Available records
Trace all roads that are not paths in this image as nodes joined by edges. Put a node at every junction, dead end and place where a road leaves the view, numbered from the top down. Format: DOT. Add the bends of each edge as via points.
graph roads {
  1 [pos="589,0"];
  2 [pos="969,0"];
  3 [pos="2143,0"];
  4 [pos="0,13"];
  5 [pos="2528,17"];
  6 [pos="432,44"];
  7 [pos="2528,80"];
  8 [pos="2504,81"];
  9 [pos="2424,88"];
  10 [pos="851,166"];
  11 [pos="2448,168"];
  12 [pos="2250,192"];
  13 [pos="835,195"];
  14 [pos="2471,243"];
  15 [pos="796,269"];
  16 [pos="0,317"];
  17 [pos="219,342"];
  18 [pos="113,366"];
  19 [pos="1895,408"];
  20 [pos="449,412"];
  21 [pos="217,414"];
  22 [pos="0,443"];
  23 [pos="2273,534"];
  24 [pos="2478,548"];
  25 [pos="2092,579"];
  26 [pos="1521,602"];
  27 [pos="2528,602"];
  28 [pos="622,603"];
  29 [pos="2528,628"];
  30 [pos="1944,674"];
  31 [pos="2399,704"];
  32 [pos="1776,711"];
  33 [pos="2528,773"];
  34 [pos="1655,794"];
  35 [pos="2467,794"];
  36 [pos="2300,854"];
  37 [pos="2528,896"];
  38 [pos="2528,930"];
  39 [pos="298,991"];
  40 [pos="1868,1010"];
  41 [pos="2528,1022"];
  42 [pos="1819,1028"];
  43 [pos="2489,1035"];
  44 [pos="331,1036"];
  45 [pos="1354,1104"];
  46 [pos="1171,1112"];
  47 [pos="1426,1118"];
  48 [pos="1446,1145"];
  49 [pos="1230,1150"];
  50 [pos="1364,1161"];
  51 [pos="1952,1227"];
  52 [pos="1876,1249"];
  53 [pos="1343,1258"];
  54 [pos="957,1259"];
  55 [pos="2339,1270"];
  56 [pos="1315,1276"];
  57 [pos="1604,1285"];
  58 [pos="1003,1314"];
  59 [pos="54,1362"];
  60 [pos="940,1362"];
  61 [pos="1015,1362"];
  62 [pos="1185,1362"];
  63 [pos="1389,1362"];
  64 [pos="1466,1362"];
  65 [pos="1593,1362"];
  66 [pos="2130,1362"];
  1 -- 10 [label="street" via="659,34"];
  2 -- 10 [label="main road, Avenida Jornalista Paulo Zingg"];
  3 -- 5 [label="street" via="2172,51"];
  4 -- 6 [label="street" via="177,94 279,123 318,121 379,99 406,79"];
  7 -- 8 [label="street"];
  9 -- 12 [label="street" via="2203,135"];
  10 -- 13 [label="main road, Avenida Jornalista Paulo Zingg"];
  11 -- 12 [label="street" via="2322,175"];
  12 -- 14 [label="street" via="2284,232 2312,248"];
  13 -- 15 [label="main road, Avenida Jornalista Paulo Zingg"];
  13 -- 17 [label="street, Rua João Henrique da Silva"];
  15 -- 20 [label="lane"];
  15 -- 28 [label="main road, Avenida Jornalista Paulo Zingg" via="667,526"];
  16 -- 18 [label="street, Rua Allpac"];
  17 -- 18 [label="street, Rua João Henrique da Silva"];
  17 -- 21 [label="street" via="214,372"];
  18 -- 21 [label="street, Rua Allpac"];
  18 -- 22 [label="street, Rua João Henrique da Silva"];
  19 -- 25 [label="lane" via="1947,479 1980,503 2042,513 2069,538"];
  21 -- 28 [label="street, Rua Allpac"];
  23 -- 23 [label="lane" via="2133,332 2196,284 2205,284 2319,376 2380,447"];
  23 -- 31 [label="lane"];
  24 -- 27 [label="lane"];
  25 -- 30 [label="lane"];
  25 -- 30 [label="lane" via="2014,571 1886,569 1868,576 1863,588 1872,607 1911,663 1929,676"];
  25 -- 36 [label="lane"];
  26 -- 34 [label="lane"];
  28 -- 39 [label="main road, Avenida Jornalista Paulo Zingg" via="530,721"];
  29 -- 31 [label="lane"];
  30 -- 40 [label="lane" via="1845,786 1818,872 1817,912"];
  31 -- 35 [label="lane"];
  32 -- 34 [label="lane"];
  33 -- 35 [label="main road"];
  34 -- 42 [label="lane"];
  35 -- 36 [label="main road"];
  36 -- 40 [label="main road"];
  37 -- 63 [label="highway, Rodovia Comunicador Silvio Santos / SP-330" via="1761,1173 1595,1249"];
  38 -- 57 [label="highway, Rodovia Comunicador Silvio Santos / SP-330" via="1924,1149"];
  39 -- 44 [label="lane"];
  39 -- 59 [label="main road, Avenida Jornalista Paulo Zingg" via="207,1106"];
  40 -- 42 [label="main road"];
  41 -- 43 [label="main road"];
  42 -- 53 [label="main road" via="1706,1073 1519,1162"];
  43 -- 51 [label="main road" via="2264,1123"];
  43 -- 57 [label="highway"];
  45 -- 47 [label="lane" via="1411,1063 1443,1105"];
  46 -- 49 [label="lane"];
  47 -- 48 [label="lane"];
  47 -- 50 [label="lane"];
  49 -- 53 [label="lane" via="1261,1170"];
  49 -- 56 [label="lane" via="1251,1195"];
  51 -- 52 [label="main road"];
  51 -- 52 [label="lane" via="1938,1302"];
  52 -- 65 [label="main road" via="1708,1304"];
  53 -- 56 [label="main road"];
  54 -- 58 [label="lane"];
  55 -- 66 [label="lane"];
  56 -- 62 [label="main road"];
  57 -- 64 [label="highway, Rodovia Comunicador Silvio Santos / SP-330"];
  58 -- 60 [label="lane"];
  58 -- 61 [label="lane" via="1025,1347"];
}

About this exercise
Output the entire listing precisely as it stands.

Solution to this exercise
Trace all roads that are not paths in this image as nodes joined by edges. Put a node at every junction, dead end and place where a road leaves the view, numbered from the top down. Format: DOT. Add the bends of each edge as via points.
graph roads {
  1 [pos="589,0"];
  2 [pos="969,0"];
  3 [pos="2143,0"];
  4 [pos="0,13"];
  5 [pos="2528,17"];
  6 [pos="432,44"];
  7 [pos="2528,80"];
  8 [pos="2504,81"];
  9 [pos="2424,88"];
  10 [pos="851,166"];
  11 [pos="2448,168"];
  12 [pos="2250,192"];
  13 [pos="835,195"];
  14 [pos="2471,243"];
  15 [pos="796,269"];
  16 [pos="0,317"];
  17 [pos="219,342"];
  18 [pos="113,366"];
  19 [pos="1895,408"];
  20 [pos="449,412"];
  21 [pos="217,414"];
  22 [pos="0,443"];
  23 [pos="2273,534"];
  24 [pos="2478,548"];
  25 [pos="2092,579"];
  26 [pos="1521,602"];
  27 [pos="2528,602"];
  28 [pos="622,603"];
  29 [pos="2528,628"];
  30 [pos="1944,674"];
  31 [pos="2399,704"];
  32 [pos="1776,711"];
  33 [pos="2528,773"];
  34 [pos="1655,794"];
  35 [pos="2467,794"];
  36 [pos="2300,854"];
  37 [pos="2528,896"];
  38 [pos="2528,930"];
  39 [pos="298,991"];
  40 [pos="1868,1010"];
  41 [pos="2528,1022"];
  42 [pos="1819,1028"];
  43 [pos="2489,1035"];
  44 [pos="331,1036"];
  45 [pos="1354,1104"];
  46 [pos="1171,1112"];
  47 [pos="1426,1118"];
  48 [pos="1446,1145"];
  49 [pos="1230,1150"];
  50 [pos="1364,1161"];
  51 [pos="1952,1227"];
  52 [pos="1876,1249"];
  53 [pos="1343,1258"];
  54 [pos="957,1259"];
  55 [pos="2339,1270"];
  56 [pos="1315,1276"];
  57 [pos="1604,1285"];
  58 [pos="1003,1314"];
  59 [pos="54,1362"];
  60 [pos="940,1362"];
  61 [pos="1015,1362"];
  62 [pos="1185,1362"];
  63 [pos="1389,1362"];
  64 [pos="1466,1362"];
  65 [pos="1593,1362"];
  66 [pos="2130,1362"];
  1 -- 10 [label="street" via="659,34"];
  2 -- 10 [label="main road, Avenida Jornalista Paulo Zingg"];
  3 -- 5 [label="street" via="2172,51"];
  4 -- 6 [label="street" via="177,94 279,123 318,121 379,99 406,79"];
  7 -- 8 [label="street"];
  9 -- 12 [label="street" via="2203,135"];
  10 -- 13 [label="main road, Avenida Jornalista Paulo Zingg"];
  11 -- 12 [label="street" via="2322,175"];
  12 -- 14 [label="street" via="2284,232 2312,248"];
  13 -- 15 [label="main road, Avenida Jornalista Paulo Zingg"];
  13 -- 17 [label="street, Rua João Henrique da Silva"];
  15 -- 20 [label="lane"];
  15 -- 28 [label="main road, Avenida Jornalista Paulo Zingg" via="667,526"];
  16 -- 18 [label="street, Rua Allpac"];
  17 -- 18 [label="street, Rua João Henrique da Silva"];
  17 -- 21 [label="street" via="214,372"];
  18 -- 21 [label="street, Rua Allpac"];
  18 -- 22 [label="street, Rua João Henrique da Silva"];
  19 -- 25 [label="lane" via="1947,479 1980,503 2042,513 2069,538"];
  21 -- 28 [label="street, Rua Allpac"];
  23 -- 23 [label="lane" via="2133,332 2196,284 2205,284 2319,376 2380,447"];
  23 -- 31 [label="lane"];
  24 -- 27 [label="lane"];
  25 -- 30 [label="lane"];
  25 -- 30 [label="lane" via="2014,571 1886,569 1868,576 1863,588 1872,607 1911,663 1929,676"];
  25 -- 36 [label="lane"];
  26 -- 34 [label="lane"];
  28 -- 39 [label="main road, Avenida Jornalista Paulo Zingg" via="530,721"];
  29 -- 31 [label="lane"];
  30 -- 40 [label="lane" via="1845,786 1818,872 1817,912"];
  31 -- 35 [label="lane"];
  32 -- 34 [label="lane"];
  33 -- 35 [label="main road"];
  34 -- 42 [label="lane"];
  35 -- 36 [label="main road"];
  36 -- 40 [label="main road"];
  37 -- 63 [label="highway, Rodovia Comunicador Silvio Santos / SP-330" via="1761,1173 1595,1249"];
  38 -- 57 [label="highway, Rodovia Comunicador Silvio Santos / SP-330" via="1924,1149"];
  39 -- 44 [label="lane"];
  39 -- 59 [label="main road, Avenida Jornalista Paulo Zingg" via="207,1106"];
  40 -- 42 [label="main road"];
  41 -- 43 [label="main road"];
  42 -- 53 [label="main road" via="1706,1073 1519,1162"];
  43 -- 51 [label="main road" via="2264,1123"];
  43 -- 57 [label="highway"];
  45 -- 47 [label="lane" via="1411,1063 1443,1105"];
  46 -- 49 [label="lane"];
  47 -- 48 [label="lane"];
  47 -- 50 [label="lane"];
  49 -- 53 [label="lane" via="1261,1170"];
  49 -- 56 [label="lane" via="1251,1195"];
  51 -- 52 [label="main road"];
  51 -- 52 [label="lane" via="1938,1302"];
  52 -- 65 [label="main road" via="1708,1304"];
  53 -- 56 [label="main road"];
  54 -- 58 [label="lane"];
  55 -- 66 [label="lane"];
  56 -- 62 [label="main road"];
  57 -- 64 [label="highway, Rodovia Comunicador Silvio Santos / SP-330"];
  58 -- 60 [label="lane"];
  58 -- 61 [label="lane" via="1025,1347"];
}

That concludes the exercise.